• PROBLEM DESCRIPTION: Determine the number of lines below that contain "down". Write nothing but that number.

• Collection entries:
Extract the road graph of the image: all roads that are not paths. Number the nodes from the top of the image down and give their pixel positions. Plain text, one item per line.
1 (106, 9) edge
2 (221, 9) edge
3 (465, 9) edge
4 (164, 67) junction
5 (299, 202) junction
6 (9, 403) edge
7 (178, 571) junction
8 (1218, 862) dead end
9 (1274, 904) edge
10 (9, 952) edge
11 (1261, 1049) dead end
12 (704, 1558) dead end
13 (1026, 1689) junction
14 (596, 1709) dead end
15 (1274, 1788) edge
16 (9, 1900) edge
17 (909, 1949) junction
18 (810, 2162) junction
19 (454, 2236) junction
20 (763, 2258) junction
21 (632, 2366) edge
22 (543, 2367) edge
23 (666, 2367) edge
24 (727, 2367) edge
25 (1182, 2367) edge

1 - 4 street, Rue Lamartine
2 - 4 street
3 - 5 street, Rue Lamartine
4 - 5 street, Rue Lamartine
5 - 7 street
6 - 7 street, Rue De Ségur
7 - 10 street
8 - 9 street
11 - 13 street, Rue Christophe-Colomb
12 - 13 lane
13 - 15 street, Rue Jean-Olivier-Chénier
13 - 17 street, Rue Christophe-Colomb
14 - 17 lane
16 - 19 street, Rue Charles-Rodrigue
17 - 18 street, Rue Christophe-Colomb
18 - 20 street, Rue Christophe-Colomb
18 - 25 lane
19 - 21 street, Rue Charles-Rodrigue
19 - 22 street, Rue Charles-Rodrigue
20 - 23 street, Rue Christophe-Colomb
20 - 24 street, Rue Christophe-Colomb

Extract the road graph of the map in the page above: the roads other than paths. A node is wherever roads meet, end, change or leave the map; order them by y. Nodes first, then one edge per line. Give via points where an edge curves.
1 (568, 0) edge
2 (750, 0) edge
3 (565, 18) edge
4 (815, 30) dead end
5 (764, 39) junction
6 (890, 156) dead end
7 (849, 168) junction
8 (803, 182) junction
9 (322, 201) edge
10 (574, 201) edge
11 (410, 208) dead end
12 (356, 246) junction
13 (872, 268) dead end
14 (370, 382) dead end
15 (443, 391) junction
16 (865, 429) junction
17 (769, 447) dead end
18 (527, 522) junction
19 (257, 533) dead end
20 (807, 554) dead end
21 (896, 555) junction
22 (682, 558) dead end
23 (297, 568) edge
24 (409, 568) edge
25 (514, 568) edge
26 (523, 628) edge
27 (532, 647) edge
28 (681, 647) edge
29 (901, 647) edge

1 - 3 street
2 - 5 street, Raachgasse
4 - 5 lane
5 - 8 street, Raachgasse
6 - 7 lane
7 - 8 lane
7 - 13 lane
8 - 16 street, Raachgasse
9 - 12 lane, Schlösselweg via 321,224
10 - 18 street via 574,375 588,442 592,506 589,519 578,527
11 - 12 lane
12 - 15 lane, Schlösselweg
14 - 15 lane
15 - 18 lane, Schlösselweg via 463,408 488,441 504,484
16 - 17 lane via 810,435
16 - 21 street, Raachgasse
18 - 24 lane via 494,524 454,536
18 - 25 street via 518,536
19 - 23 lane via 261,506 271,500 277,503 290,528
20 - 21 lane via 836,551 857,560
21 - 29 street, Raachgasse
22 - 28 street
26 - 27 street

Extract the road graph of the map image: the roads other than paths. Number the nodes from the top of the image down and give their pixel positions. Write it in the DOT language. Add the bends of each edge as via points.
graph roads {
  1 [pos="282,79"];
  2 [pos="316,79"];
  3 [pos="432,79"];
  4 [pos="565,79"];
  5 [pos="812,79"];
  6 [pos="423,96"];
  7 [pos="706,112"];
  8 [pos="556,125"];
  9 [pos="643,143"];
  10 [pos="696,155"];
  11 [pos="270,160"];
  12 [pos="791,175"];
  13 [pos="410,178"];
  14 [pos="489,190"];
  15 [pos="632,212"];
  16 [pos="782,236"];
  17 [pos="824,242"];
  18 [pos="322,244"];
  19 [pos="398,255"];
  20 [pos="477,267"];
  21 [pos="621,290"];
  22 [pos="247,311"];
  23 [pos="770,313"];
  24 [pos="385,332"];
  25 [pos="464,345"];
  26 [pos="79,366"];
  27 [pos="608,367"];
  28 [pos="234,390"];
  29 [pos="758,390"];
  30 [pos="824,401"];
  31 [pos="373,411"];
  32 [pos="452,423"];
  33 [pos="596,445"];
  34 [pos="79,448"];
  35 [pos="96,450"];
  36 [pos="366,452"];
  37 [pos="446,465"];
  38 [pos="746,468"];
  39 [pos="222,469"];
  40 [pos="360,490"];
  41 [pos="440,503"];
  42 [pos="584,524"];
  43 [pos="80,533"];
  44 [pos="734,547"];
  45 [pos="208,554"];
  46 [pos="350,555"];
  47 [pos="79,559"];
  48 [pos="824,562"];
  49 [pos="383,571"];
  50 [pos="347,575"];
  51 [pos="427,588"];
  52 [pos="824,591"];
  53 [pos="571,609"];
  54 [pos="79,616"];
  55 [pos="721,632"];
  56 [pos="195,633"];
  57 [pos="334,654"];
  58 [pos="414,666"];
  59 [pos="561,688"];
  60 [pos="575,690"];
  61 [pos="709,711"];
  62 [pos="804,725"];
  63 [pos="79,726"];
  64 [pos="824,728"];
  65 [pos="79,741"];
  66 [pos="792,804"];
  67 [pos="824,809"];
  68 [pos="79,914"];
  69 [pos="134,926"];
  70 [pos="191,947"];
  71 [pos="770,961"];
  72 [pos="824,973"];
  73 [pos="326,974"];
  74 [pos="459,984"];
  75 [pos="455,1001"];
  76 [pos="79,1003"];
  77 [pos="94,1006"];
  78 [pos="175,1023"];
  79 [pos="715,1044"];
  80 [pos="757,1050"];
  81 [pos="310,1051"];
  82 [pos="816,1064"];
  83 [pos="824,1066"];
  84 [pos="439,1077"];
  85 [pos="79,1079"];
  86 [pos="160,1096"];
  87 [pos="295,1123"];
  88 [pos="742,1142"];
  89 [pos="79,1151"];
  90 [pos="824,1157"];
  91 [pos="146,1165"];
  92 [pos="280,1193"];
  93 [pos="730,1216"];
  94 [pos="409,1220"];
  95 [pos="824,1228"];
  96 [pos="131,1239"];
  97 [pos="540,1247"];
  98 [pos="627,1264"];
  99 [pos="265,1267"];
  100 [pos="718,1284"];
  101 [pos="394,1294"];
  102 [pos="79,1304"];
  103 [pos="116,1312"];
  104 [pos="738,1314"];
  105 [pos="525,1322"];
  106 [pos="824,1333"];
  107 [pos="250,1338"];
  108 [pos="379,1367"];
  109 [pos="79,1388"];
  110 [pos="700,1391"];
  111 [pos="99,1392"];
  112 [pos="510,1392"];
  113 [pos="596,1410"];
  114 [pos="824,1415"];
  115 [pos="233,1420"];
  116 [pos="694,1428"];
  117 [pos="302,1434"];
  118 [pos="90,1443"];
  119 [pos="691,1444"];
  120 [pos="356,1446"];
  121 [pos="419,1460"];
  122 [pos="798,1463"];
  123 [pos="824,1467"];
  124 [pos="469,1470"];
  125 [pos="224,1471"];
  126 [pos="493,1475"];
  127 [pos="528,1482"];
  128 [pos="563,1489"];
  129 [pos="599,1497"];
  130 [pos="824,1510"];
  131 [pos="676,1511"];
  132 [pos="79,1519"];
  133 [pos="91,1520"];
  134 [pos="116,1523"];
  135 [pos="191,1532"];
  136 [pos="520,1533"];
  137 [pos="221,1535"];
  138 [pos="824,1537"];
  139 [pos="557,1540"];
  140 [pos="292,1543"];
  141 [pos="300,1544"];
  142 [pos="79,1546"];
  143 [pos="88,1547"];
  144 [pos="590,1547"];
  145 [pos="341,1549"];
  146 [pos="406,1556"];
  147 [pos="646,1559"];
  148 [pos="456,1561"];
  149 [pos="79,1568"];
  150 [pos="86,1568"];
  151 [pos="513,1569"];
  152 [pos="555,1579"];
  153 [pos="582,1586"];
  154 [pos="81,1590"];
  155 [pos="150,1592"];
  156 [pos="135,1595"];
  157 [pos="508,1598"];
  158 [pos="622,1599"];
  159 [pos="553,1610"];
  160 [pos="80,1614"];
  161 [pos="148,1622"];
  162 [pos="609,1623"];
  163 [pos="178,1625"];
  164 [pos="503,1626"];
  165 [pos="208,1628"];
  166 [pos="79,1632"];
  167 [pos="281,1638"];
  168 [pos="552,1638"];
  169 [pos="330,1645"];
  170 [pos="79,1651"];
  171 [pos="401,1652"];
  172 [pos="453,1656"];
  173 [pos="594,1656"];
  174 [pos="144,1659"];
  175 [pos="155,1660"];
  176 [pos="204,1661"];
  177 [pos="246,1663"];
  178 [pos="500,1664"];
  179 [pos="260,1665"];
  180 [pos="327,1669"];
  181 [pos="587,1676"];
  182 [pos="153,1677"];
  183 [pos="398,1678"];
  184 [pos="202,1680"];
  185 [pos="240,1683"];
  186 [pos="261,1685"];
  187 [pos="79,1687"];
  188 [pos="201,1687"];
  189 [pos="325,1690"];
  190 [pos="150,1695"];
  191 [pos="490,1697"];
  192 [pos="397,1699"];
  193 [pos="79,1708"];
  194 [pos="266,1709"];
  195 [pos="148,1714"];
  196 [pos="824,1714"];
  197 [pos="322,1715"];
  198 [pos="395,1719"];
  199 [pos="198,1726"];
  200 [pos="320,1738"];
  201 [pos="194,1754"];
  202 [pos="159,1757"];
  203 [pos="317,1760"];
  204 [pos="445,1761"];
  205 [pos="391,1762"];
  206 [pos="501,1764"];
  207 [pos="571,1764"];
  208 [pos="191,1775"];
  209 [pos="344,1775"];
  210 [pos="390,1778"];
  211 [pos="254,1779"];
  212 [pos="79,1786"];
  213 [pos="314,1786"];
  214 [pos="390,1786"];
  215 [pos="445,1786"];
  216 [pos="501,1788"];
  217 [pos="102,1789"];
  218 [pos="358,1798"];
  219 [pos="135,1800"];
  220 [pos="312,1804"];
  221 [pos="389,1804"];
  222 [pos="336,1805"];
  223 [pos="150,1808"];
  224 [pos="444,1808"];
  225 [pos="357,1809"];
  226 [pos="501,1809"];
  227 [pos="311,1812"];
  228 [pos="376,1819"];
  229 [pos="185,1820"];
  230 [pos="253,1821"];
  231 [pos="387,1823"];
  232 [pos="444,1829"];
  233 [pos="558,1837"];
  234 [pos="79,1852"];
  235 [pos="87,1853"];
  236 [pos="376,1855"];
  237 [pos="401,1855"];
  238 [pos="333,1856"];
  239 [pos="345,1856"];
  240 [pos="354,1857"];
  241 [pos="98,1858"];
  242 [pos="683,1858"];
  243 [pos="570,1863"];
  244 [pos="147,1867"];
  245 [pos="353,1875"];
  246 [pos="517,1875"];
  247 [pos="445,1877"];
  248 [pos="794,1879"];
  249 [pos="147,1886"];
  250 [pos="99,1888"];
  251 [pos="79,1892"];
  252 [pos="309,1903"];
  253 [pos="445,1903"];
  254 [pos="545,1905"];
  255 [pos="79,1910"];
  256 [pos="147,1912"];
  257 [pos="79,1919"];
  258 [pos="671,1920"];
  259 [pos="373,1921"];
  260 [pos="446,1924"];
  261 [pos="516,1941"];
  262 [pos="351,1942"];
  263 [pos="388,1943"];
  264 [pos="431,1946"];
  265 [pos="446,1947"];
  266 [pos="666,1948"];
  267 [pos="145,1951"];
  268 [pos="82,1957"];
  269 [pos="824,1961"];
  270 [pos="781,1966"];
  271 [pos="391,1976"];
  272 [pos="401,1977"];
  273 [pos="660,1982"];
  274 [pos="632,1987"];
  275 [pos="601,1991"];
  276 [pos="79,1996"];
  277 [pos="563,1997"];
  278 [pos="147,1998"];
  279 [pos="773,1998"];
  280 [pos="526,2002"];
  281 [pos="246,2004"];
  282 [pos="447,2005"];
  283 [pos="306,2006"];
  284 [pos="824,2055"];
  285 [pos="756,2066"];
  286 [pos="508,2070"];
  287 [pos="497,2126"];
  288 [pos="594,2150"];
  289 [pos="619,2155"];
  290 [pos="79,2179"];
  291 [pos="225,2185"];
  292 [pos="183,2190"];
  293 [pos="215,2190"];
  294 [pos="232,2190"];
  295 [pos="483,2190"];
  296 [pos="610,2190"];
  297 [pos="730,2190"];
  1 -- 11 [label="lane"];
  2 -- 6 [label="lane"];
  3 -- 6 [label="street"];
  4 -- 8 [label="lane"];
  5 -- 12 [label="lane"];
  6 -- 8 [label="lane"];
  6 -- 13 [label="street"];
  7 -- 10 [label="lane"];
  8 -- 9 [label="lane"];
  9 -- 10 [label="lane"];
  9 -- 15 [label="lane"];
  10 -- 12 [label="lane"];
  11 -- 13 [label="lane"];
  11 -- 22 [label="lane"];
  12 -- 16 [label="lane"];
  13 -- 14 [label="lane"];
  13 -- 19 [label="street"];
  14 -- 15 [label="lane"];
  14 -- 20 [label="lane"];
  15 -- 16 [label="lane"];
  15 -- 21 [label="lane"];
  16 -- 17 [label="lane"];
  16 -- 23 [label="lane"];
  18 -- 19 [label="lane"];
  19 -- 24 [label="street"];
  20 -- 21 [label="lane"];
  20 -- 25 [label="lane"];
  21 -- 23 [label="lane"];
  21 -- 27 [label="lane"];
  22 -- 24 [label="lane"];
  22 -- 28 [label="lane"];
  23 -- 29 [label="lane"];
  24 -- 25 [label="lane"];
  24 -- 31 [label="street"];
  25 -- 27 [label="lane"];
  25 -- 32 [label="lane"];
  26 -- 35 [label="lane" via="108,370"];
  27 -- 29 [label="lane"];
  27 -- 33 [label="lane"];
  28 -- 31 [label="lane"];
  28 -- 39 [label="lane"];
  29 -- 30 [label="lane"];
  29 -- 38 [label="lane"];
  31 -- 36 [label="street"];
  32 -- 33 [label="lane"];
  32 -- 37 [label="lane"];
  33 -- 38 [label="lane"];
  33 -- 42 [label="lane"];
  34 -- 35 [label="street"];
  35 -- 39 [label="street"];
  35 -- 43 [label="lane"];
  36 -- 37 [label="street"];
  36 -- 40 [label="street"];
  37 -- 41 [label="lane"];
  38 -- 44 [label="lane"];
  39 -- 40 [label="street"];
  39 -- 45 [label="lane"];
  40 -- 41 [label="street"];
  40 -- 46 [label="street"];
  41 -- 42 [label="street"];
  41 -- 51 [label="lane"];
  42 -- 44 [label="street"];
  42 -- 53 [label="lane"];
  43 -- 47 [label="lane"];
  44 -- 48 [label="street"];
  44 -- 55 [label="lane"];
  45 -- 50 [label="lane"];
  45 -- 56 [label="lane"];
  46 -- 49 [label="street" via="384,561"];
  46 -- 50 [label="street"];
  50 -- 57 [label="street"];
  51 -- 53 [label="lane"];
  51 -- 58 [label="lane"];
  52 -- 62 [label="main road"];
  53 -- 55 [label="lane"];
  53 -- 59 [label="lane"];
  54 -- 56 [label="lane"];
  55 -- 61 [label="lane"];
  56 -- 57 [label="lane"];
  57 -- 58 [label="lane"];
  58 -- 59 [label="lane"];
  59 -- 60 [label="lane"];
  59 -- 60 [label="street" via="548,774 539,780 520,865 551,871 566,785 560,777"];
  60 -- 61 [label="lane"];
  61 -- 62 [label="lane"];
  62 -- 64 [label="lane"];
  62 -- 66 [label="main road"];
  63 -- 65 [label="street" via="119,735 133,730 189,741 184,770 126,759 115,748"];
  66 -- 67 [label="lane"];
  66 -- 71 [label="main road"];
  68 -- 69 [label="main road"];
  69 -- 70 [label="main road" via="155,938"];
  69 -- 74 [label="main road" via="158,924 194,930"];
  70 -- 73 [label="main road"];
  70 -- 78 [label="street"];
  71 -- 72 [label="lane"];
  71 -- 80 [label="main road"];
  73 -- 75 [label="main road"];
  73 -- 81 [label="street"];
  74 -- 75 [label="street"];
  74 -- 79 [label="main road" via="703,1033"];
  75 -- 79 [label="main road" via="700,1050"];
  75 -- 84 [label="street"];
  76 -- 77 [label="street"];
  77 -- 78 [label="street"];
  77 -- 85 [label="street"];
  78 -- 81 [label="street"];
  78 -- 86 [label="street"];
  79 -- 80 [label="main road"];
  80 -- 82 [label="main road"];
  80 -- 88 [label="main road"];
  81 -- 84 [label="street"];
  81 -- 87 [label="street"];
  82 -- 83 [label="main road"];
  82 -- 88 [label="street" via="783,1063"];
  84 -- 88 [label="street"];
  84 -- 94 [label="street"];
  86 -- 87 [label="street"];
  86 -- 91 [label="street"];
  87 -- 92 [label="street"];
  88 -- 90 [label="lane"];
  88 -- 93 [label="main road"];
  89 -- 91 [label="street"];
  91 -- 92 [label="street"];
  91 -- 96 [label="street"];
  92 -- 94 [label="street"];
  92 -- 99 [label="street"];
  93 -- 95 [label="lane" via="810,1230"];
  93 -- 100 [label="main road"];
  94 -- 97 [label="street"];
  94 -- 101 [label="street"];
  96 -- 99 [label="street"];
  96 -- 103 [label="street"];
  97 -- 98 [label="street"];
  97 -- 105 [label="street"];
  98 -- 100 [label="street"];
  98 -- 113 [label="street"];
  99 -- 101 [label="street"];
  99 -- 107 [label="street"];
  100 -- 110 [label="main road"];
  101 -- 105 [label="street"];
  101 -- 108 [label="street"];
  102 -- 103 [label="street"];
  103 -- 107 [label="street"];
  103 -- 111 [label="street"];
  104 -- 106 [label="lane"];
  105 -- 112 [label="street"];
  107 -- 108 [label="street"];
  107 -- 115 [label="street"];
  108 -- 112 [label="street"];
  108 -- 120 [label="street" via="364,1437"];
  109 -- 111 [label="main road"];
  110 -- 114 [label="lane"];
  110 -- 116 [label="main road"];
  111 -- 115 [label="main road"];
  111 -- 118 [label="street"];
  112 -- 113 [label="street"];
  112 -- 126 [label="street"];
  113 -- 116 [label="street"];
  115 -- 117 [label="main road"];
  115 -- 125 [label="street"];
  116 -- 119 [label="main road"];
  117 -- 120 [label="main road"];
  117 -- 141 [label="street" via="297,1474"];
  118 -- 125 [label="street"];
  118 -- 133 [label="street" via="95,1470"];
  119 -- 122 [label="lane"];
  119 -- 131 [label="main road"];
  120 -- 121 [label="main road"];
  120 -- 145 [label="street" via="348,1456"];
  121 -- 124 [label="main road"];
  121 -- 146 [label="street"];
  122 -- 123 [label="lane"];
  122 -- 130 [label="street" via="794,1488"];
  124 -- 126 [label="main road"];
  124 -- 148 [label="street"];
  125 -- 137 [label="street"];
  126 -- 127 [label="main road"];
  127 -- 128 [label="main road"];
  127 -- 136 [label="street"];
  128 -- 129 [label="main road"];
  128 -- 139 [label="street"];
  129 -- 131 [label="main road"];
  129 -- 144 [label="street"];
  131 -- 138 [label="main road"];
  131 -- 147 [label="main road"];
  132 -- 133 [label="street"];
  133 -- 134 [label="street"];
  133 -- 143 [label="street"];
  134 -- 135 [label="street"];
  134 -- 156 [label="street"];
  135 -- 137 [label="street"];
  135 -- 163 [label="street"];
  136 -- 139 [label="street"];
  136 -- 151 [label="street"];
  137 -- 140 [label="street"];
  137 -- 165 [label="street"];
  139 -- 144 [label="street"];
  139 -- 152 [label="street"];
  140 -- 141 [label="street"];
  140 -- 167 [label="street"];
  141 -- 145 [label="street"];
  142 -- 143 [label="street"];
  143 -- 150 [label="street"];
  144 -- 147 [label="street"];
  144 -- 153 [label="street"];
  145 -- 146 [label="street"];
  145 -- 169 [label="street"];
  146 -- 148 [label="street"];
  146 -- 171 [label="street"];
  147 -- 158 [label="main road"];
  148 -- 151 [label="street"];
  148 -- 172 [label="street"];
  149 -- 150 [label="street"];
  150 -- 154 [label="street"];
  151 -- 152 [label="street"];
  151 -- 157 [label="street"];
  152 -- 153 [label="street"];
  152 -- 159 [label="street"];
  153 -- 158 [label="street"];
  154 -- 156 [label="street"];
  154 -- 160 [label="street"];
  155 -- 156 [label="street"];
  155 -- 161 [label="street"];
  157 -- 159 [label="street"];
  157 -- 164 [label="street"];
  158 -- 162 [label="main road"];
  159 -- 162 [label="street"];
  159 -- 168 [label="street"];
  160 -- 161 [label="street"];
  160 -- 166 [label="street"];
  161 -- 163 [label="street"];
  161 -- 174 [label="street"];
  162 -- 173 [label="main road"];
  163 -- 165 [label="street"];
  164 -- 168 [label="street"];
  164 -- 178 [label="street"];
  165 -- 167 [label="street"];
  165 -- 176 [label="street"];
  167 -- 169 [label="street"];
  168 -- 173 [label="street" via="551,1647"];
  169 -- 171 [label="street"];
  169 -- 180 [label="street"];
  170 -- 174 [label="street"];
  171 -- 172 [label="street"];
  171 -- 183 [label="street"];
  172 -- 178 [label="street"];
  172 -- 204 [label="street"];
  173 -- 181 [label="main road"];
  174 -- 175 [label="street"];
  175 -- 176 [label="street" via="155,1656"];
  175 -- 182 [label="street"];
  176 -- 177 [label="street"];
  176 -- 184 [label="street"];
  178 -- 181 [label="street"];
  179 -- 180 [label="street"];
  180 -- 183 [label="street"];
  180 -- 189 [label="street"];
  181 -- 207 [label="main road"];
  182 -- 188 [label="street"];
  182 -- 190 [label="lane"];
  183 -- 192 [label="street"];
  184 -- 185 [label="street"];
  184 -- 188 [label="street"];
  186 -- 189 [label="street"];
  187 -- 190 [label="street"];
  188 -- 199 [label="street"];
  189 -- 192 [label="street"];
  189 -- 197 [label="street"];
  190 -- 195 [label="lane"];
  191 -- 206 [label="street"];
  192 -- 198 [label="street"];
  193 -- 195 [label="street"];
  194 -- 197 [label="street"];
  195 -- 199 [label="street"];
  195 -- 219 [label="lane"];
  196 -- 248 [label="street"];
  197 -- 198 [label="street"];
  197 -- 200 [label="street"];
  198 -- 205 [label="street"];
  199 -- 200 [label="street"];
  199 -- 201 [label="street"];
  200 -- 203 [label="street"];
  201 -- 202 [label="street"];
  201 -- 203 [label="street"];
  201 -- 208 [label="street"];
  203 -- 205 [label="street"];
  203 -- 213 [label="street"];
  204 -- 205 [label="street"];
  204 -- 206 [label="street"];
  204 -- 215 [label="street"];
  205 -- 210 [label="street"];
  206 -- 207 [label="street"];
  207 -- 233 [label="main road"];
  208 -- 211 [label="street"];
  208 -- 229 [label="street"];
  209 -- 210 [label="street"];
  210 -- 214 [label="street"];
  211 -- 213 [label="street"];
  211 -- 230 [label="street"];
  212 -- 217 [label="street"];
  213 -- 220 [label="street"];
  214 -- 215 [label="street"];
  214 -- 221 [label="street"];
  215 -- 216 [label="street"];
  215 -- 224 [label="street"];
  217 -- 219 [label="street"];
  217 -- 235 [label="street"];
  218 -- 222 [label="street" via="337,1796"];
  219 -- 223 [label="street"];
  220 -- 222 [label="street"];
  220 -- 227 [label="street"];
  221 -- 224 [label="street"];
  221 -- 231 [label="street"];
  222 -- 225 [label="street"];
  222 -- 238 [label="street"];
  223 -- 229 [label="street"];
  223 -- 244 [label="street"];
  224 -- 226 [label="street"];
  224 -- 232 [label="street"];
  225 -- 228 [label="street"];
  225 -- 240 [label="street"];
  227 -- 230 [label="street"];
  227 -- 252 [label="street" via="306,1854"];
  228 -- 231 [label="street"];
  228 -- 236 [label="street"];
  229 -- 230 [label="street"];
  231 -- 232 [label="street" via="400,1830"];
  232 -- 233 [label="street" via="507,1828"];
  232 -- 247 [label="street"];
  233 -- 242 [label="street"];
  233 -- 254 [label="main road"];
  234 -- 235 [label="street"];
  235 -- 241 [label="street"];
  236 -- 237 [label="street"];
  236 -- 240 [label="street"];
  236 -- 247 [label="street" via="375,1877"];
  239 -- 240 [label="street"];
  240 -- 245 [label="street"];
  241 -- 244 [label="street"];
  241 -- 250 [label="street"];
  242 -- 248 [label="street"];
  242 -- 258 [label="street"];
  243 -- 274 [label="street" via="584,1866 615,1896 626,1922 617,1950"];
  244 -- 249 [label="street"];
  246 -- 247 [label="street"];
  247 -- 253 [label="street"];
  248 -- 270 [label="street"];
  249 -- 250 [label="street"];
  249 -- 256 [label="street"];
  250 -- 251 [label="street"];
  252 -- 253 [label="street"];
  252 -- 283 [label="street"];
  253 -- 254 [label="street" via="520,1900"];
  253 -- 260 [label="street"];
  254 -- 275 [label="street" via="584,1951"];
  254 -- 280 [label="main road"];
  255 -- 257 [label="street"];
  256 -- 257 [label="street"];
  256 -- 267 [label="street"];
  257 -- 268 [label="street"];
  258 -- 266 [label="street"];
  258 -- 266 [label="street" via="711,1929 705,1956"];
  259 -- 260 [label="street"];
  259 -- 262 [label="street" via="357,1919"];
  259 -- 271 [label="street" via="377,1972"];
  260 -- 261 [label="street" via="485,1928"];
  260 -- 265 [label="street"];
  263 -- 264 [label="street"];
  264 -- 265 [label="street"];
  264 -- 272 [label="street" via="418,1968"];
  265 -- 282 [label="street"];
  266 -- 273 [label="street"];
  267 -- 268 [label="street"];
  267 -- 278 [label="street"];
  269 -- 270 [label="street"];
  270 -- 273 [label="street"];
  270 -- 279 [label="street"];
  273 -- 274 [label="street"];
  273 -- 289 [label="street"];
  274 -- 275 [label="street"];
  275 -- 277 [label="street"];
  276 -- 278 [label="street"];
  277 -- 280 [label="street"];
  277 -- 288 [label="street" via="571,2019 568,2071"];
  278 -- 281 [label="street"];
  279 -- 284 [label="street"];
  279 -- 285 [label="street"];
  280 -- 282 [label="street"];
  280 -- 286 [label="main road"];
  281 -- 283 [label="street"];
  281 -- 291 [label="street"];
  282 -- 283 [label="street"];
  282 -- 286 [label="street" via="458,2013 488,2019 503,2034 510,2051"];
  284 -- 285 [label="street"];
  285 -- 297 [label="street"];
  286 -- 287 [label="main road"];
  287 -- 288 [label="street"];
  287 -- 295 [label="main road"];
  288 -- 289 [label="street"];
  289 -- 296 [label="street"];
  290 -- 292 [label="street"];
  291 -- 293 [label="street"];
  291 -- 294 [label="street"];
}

• EXPECTED OUTPUT: 2